Collected data entries
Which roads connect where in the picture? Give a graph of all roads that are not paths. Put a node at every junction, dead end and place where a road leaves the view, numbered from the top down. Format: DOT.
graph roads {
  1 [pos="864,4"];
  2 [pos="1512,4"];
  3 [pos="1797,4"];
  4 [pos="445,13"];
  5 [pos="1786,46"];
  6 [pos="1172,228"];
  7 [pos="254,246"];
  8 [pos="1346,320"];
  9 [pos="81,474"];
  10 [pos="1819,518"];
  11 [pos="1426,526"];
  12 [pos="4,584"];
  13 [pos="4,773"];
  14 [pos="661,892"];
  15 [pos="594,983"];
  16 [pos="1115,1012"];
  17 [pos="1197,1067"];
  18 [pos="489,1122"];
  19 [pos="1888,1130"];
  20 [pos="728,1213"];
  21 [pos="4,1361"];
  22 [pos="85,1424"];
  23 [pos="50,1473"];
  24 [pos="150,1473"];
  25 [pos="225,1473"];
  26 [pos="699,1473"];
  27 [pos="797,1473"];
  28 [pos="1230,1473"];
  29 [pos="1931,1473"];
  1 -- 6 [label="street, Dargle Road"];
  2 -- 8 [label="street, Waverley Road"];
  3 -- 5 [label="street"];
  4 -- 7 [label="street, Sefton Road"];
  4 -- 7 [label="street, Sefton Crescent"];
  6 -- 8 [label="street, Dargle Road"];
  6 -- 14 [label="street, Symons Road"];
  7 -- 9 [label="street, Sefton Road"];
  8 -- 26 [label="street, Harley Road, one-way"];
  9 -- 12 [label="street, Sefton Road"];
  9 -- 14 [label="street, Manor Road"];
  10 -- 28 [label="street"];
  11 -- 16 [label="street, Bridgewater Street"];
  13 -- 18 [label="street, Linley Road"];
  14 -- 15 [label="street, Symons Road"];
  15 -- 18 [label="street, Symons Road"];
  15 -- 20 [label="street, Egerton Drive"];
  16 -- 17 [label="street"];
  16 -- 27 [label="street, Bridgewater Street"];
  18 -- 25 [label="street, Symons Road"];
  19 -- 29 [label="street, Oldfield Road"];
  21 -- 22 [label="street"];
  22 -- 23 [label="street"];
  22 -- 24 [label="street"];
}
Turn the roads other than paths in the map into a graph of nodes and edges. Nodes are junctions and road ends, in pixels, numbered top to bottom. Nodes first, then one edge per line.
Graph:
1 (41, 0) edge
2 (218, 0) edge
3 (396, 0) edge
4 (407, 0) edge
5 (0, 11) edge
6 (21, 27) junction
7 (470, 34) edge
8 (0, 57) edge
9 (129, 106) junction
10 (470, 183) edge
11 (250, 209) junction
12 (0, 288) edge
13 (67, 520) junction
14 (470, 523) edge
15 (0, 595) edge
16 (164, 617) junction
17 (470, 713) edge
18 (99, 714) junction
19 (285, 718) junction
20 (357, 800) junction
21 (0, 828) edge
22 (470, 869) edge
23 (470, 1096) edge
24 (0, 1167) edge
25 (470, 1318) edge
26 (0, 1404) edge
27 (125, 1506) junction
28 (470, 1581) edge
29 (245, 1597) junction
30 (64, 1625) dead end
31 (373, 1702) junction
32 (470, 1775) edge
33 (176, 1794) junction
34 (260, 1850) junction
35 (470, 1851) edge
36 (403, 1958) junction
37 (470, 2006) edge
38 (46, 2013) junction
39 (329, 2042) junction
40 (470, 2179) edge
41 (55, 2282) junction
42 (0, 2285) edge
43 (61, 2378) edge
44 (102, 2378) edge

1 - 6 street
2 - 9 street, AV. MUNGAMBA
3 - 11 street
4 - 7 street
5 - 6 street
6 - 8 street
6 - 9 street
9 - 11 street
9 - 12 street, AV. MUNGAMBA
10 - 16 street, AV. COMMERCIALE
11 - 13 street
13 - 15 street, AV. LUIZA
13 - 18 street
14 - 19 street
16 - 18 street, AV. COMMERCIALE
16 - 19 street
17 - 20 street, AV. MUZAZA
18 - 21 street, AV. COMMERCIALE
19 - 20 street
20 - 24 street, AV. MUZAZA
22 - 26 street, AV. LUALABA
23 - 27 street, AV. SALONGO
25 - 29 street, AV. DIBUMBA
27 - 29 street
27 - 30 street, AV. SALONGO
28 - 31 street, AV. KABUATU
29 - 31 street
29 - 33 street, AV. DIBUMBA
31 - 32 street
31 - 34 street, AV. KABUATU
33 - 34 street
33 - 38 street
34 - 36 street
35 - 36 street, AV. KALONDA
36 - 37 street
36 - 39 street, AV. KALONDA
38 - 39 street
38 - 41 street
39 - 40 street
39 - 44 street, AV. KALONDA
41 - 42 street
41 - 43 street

PROBLEM DESCRIPTION - Copy out every entry exactly.

WRITTEN SOLUTION -
Which roads connect where in the picture? Give a graph of all roads that are not paths. Put a node at every junction, dead end and place where a road leaves the view, numbered from the top down. Format: DOT.
graph roads {
  1 [pos="864,4"];
  2 [pos="1512,4"];
  3 [pos="1797,4"];
  4 [pos="445,13"];
  5 [pos="1786,46"];
  6 [pos="1172,228"];
  7 [pos="254,246"];
  8 [pos="1346,320"];
  9 [pos="81,474"];
  10 [pos="1819,518"];
  11 [pos="1426,526"];
  12 [pos="4,584"];
  13 [pos="4,773"];
  14 [pos="661,892"];
  15 [pos="594,983"];
  16 [pos="1115,1012"];
  17 [pos="1197,1067"];
  18 [pos="489,1122"];
  19 [pos="1888,1130"];
  20 [pos="728,1213"];
  21 [pos="4,1361"];
  22 [pos="85,1424"];
  23 [pos="50,1473"];
  24 [pos="150,1473"];
  25 [pos="225,1473"];
  26 [pos="699,1473"];
  27 [pos="797,1473"];
  28 [pos="1230,1473"];
  29 [pos="1931,1473"];
  1 -- 6 [label="street, Dargle Road"];
  2 -- 8 [label="street, Waverley Road"];
  3 -- 5 [label="street"];
  4 -- 7 [label="street, Sefton Road"];
  4 -- 7 [label="street, Sefton Crescent"];
  6 -- 8 [label="street, Dargle Road"];
  6 -- 14 [label="street, Symons Road"];
  7 -- 9 [label="street, Sefton Road"];
  8 -- 26 [label="street, Harley Road, one-way"];
  9 -- 12 [label="street, Sefton Road"];
  9 -- 14 [label="street, Manor Road"];
  10 -- 28 [label="street"];
  11 -- 16 [label="street, Bridgewater Street"];
  13 -- 18 [label="street, Linley Road"];
  14 -- 15 [label="street, Symons Road"];
  15 -- 18 [label="street, Symons Road"];
  15 -- 20 [label="street, Egerton Drive"];
  16 -- 17 [label="street"];
  16 -- 27 [label="street, Bridgewater Street"];
  18 -- 25 [label="street, Symons Road"];
  19 -- 29 [label="street, Oldfield Road"];
  21 -- 22 [label="street"];
  22 -- 23 [label="street"];
  22 -- 24 [label="street"];
}
Turn the roads other than paths in the map into a graph of nodes and edges. Nodes are junctions and road ends, in pixels, numbered top to bottom. Nodes first, then one edge per line.
Graph:
1 (41, 0) edge
2 (218, 0) edge
3 (396, 0) edge
4 (407, 0) edge
5 (0, 11) edge
6 (21, 27) junction
7 (470, 34) edge
8 (0, 57) edge
9 (129, 106) junction
10 (470, 183) edge
11 (250, 209) junction
12 (0, 288) edge
13 (67, 520) junction
14 (470, 523) edge
15 (0, 595) edge
16 (164, 617) junction
17 (470, 713) edge
18 (99, 714) junction
19 (285, 718) junction
20 (357, 800) junction
21 (0, 828) edge
22 (470, 869) edge
23 (470, 1096) edge
24 (0, 1167) edge
25 (470, 1318) edge
26 (0, 1404) edge
27 (125, 1506) junction
28 (470, 1581) edge
29 (245, 1597) junction
30 (64, 1625) dead end
31 (373, 1702) junction
32 (470, 1775) edge
33 (176, 1794) junction
34 (260, 1850) junction
35 (470, 1851) edge
36 (403, 1958) junction
37 (470, 2006) edge
38 (46, 2013) junction
39 (329, 2042) junction
40 (470, 2179) edge
41 (55, 2282) junction
42 (0, 2285) edge
43 (61, 2378) edge
44 (102, 2378) edge

1 - 6 street
2 - 9 street, AV. MUNGAMBA
3 - 11 street
4 - 7 street
5 - 6 street
6 - 8 street
6 - 9 street
9 - 11 street
9 - 12 street, AV. MUNGAMBA
10 - 16 street, AV. COMMERCIALE
11 - 13 street
13 - 15 street, AV. LUIZA
13 - 18 street
14 - 19 street
16 - 18 street, AV. COMMERCIALE
16 - 19 street
17 - 20 street, AV. MUZAZA
18 - 21 street, AV. COMMERCIALE
19 - 20 street
20 - 24 street, AV. MUZAZA
22 - 26 street, AV. LUALABA
23 - 27 street, AV. SALONGO
25 - 29 street, AV. DIBUMBA
27 - 29 street
27 - 30 street, AV. SALONGO
28 - 31 street, AV. KABUATU
29 - 31 street
29 - 33 street, AV. DIBUMBA
31 - 32 street
31 - 34 street, AV. KABUATU
33 - 34 street
33 - 38 street
34 - 36 street
35 - 36 street, AV. KALONDA
36 - 37 street
36 - 39 street, AV. KALONDA
38 - 39 street
38 - 41 street
39 - 40 street
39 - 44 street, AV. KALONDA
41 - 42 street
41 - 43 street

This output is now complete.